Beyond Violence: End With Responsibility

PhotoNine
“Face of the Abyss” Josephine Ensign, Mixed-media on canvas, 2015.

“We begin a poem
with longing
and end with
responsibility

And laugh
all through the storms
that are bound
to come

We have umbrellas
We have boots
We have each
other”

~Excerpt from Nikki Giovanni’s poem “Where Do You Enter.”

And from Attorney General Loretta Lynch : “This has been a week of profound grief and heartbreaking loss. After the events of this week, Americans across our country are feeling a sense of helplessness, of uncertainty and of fear. We must reject the easy impulses of bitterness and rancor and embrace the difficult work — but the important work, the vital work — of finding a path forward together.” (As quoted in the NYT article “Shootings Further Divide a Nation Torn Over Race” by Timothy Williams and Michael Wines, July 8, 2016.)

Last night, as the many peaceful protests occurred in cities around the country over the latest police killings of African-American people (Alton Sterling in Baton Rouge and Philando Castile in Minnesota), I finished reading Ta-Nehisi Coates’ memoir The Beautiful Struggle (New York: Spiegel and Grau, 2008).
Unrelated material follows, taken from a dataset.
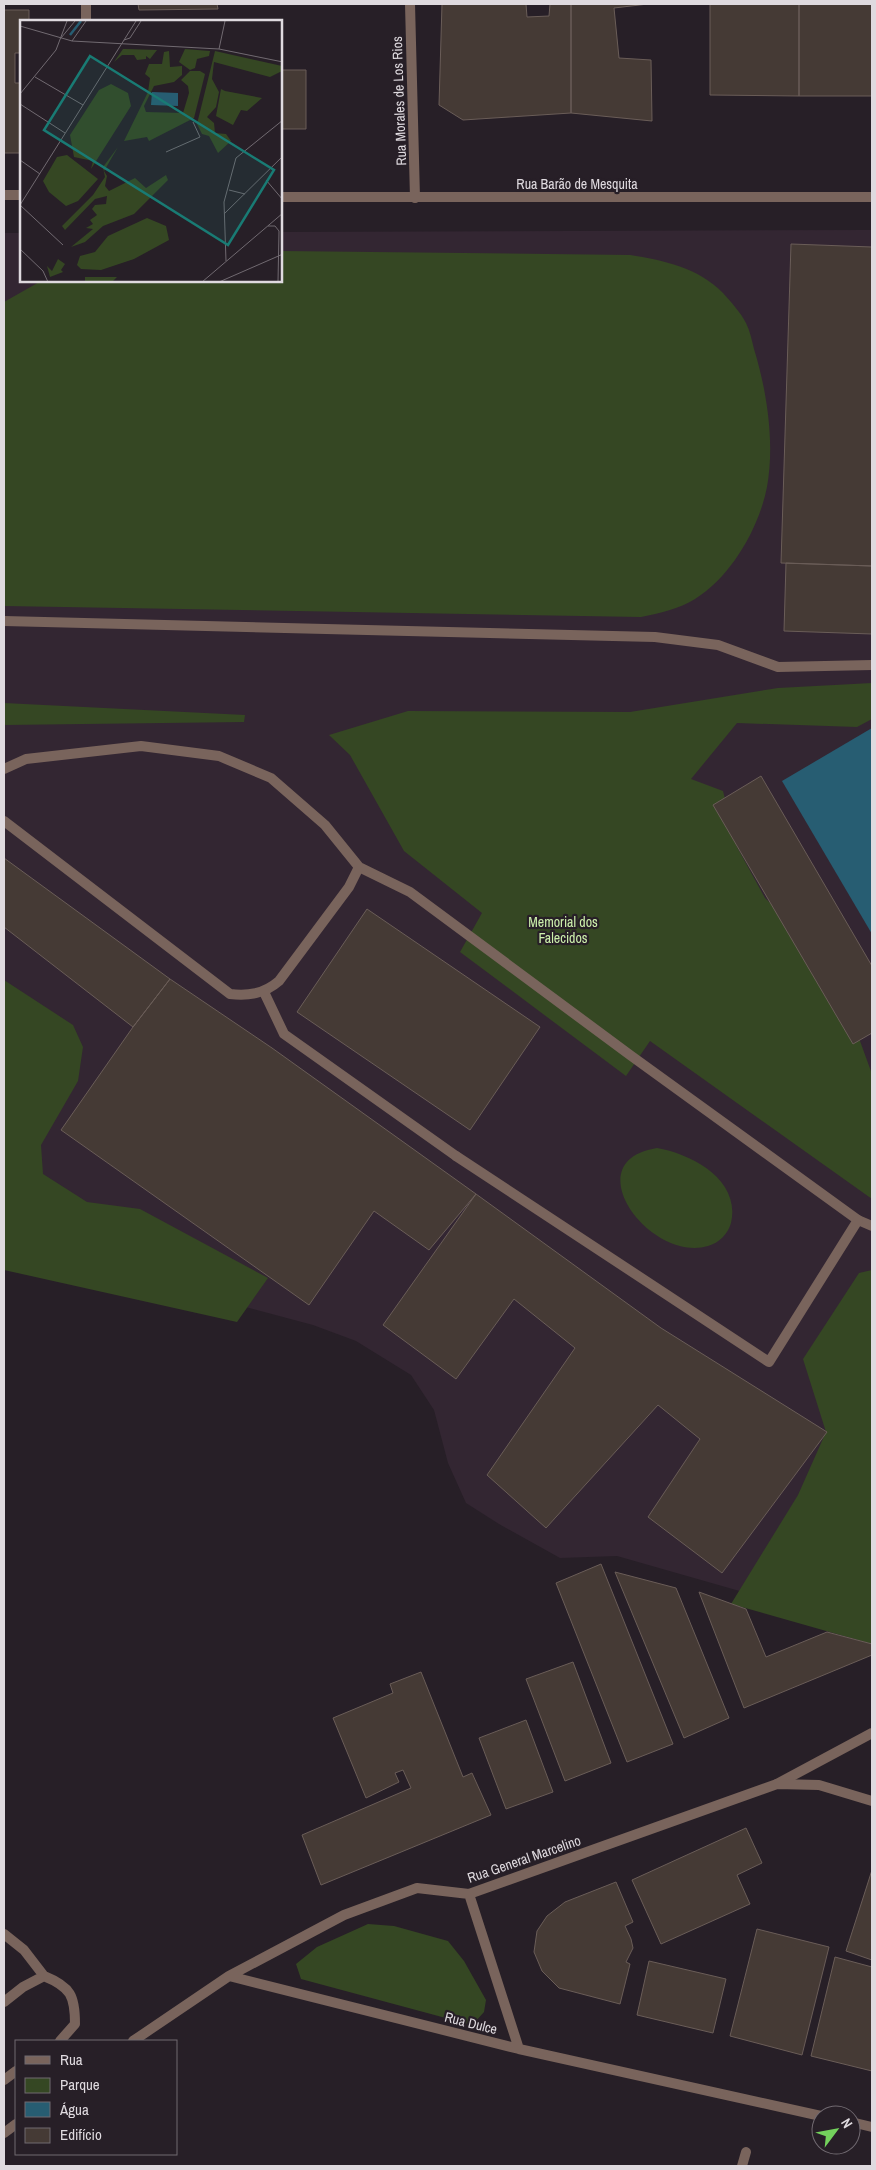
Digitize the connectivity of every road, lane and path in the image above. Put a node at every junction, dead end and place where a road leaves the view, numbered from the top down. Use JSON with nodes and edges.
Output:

Coates has been called the ‘angry black man of choice for progressive-type white people,’ and perhaps there is some truth to that quip. His writing manages to be angry but not bitter, highly educated while somehow sounding more authentically gritty.
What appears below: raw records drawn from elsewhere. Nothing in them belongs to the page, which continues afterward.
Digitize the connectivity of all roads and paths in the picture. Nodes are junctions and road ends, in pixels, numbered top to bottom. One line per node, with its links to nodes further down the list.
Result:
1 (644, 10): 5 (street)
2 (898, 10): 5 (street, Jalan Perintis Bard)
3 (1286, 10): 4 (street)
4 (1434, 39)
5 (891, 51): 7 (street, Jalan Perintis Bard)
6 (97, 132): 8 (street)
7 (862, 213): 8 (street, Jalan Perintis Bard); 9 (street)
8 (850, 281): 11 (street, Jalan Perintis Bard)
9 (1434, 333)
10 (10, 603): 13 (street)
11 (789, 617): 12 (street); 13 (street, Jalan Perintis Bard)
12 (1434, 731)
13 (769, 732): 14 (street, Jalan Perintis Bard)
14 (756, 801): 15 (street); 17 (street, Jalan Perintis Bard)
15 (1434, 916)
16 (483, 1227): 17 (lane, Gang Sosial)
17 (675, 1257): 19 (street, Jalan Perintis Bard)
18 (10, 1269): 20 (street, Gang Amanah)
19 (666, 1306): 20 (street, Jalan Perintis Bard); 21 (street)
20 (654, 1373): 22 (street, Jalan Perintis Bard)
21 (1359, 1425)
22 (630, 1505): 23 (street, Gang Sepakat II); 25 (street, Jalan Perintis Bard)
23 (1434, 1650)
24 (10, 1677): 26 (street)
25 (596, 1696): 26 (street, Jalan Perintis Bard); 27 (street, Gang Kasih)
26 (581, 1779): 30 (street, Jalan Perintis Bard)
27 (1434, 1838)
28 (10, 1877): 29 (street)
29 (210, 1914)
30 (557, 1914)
The Beautiful Struggle is almost a love letter to his father, W. Paul Coates, a former Black Panther, and the founder of the Black Classic Press. Coates’ more recent book, also a memoir of sorts–but one written as a love letter to his own son-(and a much stronger book in my opinion), is Between the World and Me (New York: Spiegel and Grau, 2015). As I look at these two books of his lying side-by-side on my desk, I realize the covers of both (as well as of the hardback edition of The Beautiful Struggle) are black and white and red. A classic and powerful color combination, but also one that today, as the violence and killings of not only African-Americans but also of the Dallas police officers continues and just seems to escalate, black and white and red takes on a new—and gruesome—visual meaning.
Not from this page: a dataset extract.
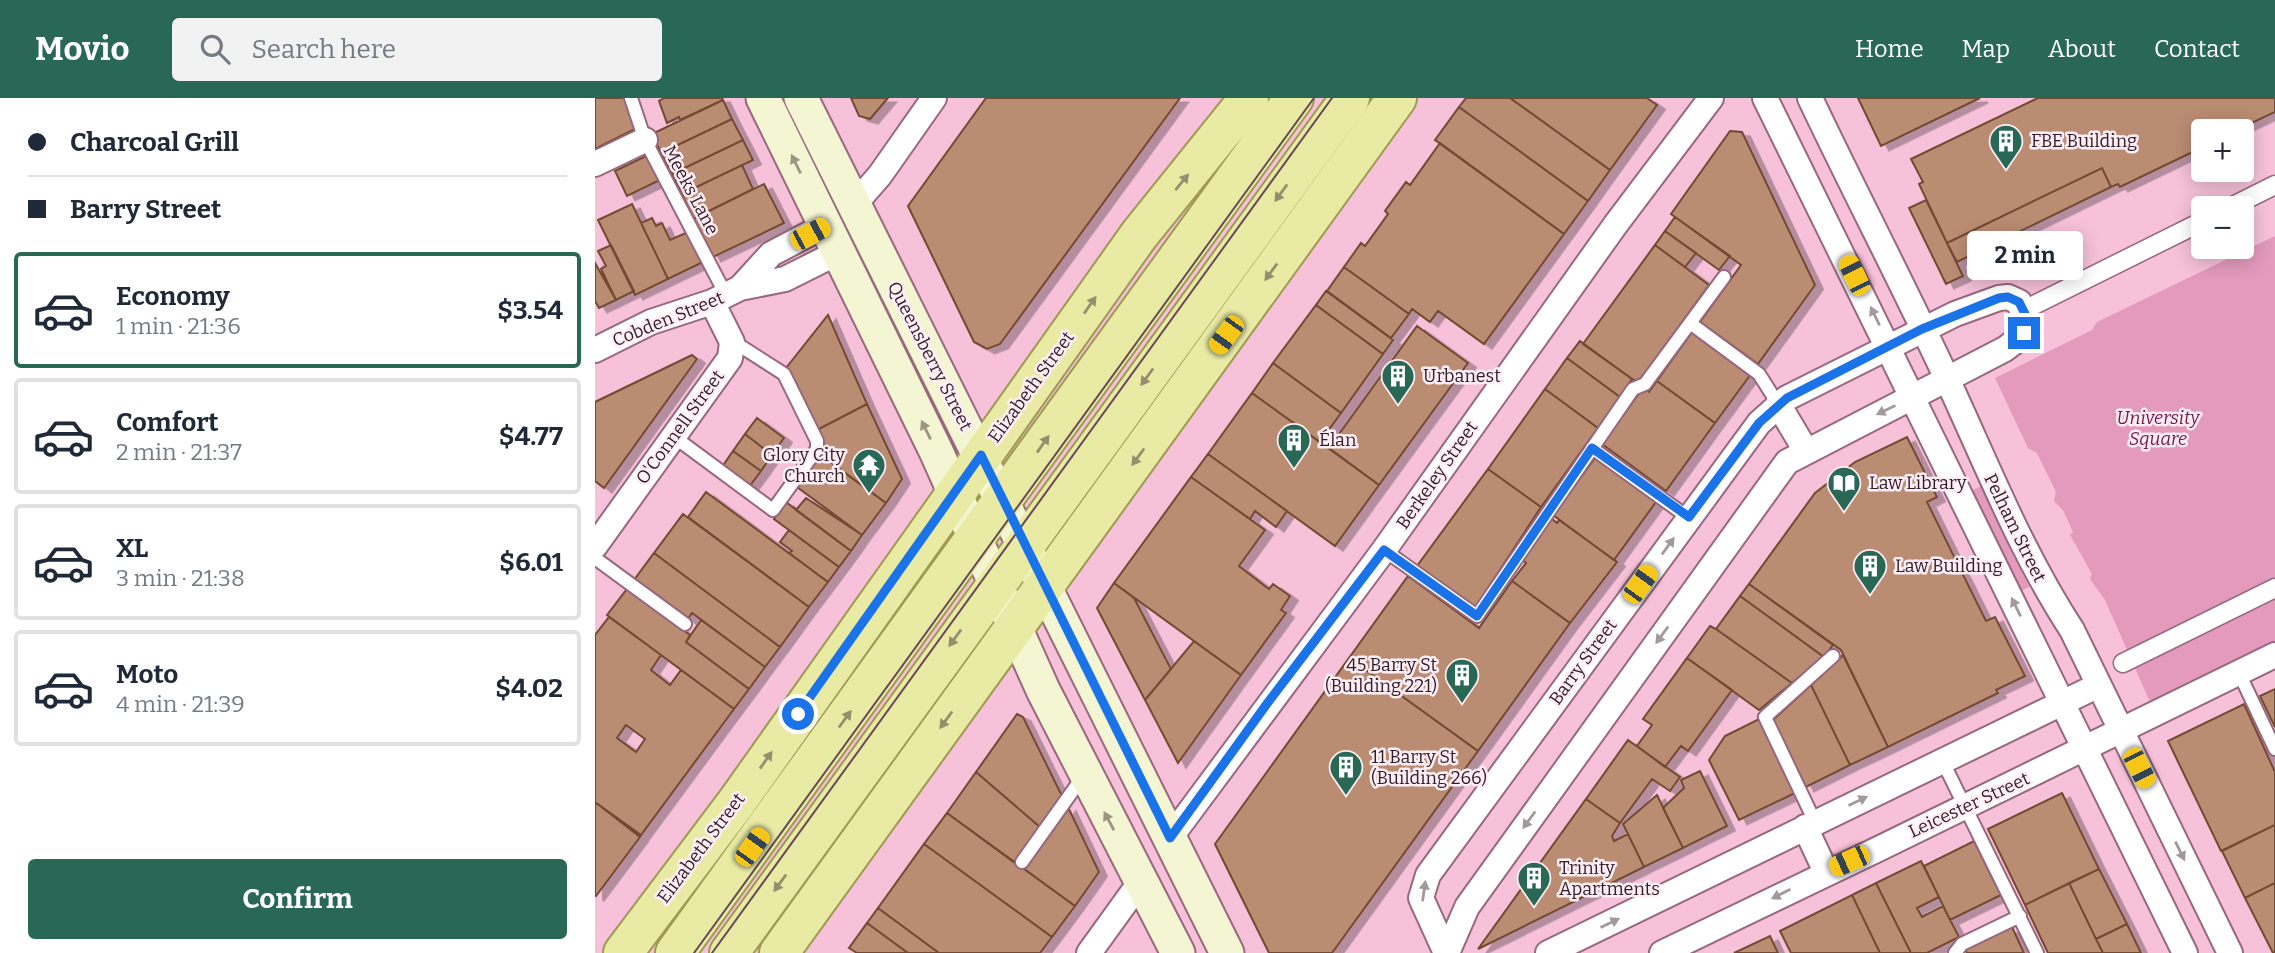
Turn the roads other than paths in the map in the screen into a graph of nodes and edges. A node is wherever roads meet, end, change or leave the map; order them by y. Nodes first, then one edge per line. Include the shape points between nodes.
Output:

“Hate gives identity.(…) We name the hated strangers and are thus confirmed in the tribe.” (Coates, Between the World and Me, p. 60.) But, as hippy-dippy and starry-eyed as it might sound, doesn’t love also give identity? And if we begin to name the loved strangers, don the boots to walk through muck on that path forward, perhaps we get beyond violence and despair. End with responsibility: individually, tribally, nationally.